Now, you can write code for this Lambda function such that if DynamoDB streams detects a customer is revoking access to data tracking, your Lambda function can call this third-party API's asynchronous data deletion command with the customer ID provided by the DynamoDB stream. The third-party API is then designed to return the Operation ID that is processing in the background. This API delete operation occurs asynchronously, so you will not know immediately when the delete operation has finished, so you will want to save the Operation ID you have returned somewhere. Then, you can later check the status of the Operation and deal with it accordingly. What data option should you choose?
Well, you have several options. The data storage options that come to mind are DynamoDB, RDS, S3, ElastiCache, Redshift, etc.
We are not doing data analytics here -- we are merely saving a few structured fields, so Redshift does not make much sense. We are not performing block-storage, as we are saving a structured schema, so S3 does not make sense. In-memory storage benefits really are not necessary here, so we will forego ElastiCache for now. We could use DynamoDB, however since we have a structured schema, a relational SQL database could take precedent over a NoSQL database in case we want to perform queries on the data later on. Let's go with RDS.
Our Lambda function can connect to RDS and save the user ID, the operation ID returned from the third-party API, as well as other helpful data such as the current time, etc. in a PendingDeletion table.
We now have asynchronous operations running via our third-party API, and we have the operation IDs saved in RDS. What now? Well, we can now architect an automated process that periodically scans all the operation IDs in this database and invoke the second third-party API endpoint to see if the asynchronous delete operations have finished.

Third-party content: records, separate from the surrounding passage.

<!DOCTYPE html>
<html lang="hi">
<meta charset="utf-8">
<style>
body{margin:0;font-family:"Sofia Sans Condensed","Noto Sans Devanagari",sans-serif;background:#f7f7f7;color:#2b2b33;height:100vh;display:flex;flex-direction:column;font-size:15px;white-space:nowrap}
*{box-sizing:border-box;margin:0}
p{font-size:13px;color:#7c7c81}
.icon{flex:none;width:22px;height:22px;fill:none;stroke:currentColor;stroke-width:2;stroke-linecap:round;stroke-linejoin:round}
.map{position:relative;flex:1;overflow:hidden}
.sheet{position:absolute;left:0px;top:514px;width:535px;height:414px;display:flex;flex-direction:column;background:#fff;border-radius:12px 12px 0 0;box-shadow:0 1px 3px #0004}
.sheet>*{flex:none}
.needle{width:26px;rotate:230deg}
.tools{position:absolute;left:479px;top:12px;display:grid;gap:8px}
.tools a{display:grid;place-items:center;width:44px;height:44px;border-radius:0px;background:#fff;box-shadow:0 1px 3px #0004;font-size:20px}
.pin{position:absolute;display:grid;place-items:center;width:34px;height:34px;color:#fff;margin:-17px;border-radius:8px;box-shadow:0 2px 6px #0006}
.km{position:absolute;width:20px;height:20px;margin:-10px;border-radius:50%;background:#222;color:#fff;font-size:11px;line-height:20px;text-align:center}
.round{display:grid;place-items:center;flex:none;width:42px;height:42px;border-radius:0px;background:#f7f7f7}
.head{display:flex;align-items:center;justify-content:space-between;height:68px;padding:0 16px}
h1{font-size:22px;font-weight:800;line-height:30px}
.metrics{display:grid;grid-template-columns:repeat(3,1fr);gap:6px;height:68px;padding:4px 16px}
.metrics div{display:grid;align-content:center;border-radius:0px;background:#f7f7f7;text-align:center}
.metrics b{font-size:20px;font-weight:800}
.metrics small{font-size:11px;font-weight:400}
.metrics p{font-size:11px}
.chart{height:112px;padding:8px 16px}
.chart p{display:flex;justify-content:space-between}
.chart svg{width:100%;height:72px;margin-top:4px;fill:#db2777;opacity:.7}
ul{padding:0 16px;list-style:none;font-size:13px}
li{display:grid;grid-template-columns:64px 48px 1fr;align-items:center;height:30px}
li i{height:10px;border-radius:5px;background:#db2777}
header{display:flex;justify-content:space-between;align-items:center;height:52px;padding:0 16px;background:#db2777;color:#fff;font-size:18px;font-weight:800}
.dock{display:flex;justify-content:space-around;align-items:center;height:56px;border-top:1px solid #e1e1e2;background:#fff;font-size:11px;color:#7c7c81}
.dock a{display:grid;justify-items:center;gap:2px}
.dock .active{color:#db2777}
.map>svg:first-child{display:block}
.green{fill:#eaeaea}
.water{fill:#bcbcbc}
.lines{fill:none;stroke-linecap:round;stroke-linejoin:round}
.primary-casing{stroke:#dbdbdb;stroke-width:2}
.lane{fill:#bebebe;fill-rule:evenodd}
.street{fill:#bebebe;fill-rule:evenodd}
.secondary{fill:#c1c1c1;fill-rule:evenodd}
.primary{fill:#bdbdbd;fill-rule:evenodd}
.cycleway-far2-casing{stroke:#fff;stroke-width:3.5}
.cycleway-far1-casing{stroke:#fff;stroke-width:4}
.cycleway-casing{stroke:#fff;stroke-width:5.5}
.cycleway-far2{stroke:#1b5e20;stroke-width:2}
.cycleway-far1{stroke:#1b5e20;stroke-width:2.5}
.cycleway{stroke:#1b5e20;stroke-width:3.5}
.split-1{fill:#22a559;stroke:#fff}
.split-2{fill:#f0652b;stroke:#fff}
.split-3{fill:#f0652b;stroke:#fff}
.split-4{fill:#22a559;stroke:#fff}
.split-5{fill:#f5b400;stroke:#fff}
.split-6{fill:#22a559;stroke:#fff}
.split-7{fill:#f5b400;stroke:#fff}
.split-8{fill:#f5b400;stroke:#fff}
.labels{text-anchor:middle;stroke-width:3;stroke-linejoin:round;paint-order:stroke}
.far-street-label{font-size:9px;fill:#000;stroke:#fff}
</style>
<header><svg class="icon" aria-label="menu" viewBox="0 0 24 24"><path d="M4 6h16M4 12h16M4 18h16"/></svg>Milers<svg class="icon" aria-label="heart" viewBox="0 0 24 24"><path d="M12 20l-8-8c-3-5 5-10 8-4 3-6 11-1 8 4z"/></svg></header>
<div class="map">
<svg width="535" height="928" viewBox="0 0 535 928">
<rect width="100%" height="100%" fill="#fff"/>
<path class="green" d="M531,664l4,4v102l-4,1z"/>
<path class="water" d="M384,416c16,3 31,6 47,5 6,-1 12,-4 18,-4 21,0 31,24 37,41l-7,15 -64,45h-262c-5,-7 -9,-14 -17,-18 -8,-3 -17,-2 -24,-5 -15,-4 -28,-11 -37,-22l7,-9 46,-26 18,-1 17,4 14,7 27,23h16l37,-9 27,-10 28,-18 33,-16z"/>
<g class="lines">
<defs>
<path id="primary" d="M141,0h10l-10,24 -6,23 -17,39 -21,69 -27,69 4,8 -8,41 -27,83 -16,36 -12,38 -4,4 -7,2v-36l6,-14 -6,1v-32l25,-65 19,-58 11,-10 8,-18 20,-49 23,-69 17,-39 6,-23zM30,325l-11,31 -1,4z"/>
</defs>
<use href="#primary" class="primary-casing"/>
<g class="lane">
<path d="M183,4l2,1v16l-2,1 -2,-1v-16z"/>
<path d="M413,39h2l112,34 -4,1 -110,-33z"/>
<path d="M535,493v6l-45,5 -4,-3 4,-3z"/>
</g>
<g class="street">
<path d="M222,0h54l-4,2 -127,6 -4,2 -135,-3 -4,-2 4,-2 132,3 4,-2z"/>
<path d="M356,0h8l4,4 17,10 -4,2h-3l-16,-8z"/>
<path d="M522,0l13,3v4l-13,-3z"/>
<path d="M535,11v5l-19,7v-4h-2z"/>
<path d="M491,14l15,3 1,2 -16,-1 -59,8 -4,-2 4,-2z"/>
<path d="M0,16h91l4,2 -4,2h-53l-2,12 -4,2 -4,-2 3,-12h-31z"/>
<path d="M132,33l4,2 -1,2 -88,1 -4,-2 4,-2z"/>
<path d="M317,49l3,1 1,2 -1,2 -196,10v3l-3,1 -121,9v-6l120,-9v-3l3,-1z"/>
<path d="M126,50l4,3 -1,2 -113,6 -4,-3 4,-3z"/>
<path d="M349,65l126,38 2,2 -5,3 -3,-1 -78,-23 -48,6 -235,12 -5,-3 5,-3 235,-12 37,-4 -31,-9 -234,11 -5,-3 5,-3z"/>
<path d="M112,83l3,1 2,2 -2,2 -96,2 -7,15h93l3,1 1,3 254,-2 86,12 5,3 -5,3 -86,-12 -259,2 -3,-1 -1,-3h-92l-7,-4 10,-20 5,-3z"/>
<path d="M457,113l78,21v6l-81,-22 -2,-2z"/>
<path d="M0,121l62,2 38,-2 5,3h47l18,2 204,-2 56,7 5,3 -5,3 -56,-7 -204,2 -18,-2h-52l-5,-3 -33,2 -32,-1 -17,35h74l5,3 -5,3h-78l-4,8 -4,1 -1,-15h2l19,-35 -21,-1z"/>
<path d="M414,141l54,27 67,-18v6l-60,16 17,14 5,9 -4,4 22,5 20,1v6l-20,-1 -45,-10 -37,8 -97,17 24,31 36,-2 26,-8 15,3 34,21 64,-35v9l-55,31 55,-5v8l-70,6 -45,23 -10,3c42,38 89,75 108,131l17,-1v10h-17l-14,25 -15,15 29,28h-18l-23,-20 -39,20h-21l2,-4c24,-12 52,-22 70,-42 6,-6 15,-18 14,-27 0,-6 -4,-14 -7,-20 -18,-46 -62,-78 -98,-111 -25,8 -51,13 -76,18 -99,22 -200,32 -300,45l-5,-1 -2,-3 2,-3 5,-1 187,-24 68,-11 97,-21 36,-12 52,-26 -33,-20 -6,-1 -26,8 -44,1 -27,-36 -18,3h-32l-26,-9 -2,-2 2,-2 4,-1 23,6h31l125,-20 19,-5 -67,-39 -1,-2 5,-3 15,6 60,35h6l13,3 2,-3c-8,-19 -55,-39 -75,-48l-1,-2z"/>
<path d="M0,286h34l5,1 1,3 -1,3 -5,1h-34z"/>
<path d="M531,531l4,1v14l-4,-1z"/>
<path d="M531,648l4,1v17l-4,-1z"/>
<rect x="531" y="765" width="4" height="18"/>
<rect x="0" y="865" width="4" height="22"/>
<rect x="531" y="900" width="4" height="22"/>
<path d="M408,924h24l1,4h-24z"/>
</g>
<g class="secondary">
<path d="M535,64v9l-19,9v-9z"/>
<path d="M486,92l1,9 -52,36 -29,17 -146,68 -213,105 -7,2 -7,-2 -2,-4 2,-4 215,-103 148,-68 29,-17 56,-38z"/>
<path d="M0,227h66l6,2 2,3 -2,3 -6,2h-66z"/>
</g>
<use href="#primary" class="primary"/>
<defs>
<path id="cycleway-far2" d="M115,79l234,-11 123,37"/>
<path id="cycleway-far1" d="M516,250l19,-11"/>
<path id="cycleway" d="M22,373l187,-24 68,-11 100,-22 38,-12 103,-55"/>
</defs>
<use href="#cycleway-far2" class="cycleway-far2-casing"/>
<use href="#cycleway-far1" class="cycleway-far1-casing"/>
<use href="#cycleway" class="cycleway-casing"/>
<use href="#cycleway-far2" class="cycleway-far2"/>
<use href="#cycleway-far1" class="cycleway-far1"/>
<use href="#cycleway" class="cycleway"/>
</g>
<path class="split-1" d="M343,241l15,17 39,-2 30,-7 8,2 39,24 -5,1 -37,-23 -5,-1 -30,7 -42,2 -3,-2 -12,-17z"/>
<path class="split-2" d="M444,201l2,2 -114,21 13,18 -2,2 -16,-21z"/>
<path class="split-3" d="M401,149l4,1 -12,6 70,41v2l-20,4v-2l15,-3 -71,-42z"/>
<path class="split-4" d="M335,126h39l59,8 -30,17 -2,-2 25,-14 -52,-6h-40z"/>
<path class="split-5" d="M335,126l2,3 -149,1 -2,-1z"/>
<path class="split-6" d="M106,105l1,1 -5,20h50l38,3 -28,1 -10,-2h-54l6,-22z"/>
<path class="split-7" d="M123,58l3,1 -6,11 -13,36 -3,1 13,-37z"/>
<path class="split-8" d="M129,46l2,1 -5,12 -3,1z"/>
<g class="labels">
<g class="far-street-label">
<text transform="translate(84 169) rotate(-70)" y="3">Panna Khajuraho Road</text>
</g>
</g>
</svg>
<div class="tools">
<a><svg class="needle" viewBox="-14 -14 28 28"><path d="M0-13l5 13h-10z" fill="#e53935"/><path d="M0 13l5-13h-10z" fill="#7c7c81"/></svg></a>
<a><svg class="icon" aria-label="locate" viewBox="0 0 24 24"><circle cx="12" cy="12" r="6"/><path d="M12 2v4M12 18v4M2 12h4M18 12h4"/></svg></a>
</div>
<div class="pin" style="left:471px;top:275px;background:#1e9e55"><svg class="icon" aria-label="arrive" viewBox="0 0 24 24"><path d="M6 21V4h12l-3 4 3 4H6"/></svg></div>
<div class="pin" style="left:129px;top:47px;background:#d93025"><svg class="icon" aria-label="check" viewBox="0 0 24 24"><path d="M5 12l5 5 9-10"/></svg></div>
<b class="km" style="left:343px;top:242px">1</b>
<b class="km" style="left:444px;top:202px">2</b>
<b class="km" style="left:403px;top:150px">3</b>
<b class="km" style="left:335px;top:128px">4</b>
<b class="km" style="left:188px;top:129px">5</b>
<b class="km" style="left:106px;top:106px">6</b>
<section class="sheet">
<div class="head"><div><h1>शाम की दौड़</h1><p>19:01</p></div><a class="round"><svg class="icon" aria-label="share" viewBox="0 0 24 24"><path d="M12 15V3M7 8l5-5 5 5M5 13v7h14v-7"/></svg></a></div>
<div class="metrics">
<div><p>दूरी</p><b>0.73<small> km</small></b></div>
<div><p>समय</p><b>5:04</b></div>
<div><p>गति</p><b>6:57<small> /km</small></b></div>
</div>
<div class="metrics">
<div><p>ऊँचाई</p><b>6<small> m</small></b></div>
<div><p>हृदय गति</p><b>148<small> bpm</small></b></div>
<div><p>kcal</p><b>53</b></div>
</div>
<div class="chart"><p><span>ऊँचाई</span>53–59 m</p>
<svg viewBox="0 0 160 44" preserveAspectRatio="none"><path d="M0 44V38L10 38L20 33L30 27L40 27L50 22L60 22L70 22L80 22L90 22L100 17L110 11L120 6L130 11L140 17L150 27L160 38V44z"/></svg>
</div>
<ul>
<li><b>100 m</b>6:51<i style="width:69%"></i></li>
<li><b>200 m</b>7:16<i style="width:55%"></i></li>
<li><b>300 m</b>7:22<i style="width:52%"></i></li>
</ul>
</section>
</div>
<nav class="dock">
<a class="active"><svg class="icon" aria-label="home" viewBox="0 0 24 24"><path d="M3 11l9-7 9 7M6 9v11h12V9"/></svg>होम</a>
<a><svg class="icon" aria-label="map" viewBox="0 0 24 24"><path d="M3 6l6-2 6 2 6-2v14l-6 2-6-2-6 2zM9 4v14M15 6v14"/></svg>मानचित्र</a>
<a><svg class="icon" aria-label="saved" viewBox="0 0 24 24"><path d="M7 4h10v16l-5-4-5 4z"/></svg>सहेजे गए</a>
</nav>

To do this, let's create another Lambda function that queries this database, loops through all the entries in the database, and with each entry, call the second endpoint in the third-party API supplied with the operation ID to get the completion status of the asynchronous operation. If the operation was still not completed, we can update the time-based analytics fields in our PendingDeletion table we saved our entry to earlier. If however we learn that the asynchronous delete operation has completed in our third-party API, then we can move the data to the next step. We can then create a second table, CompletedDeletion, in our RDS database that the Lambda function will save the user ID and other relevant information.
So we have the operation down, and our next step is to run this Lambda function on a schedule. Thankfully, AWS provides simple architecture to make this happen.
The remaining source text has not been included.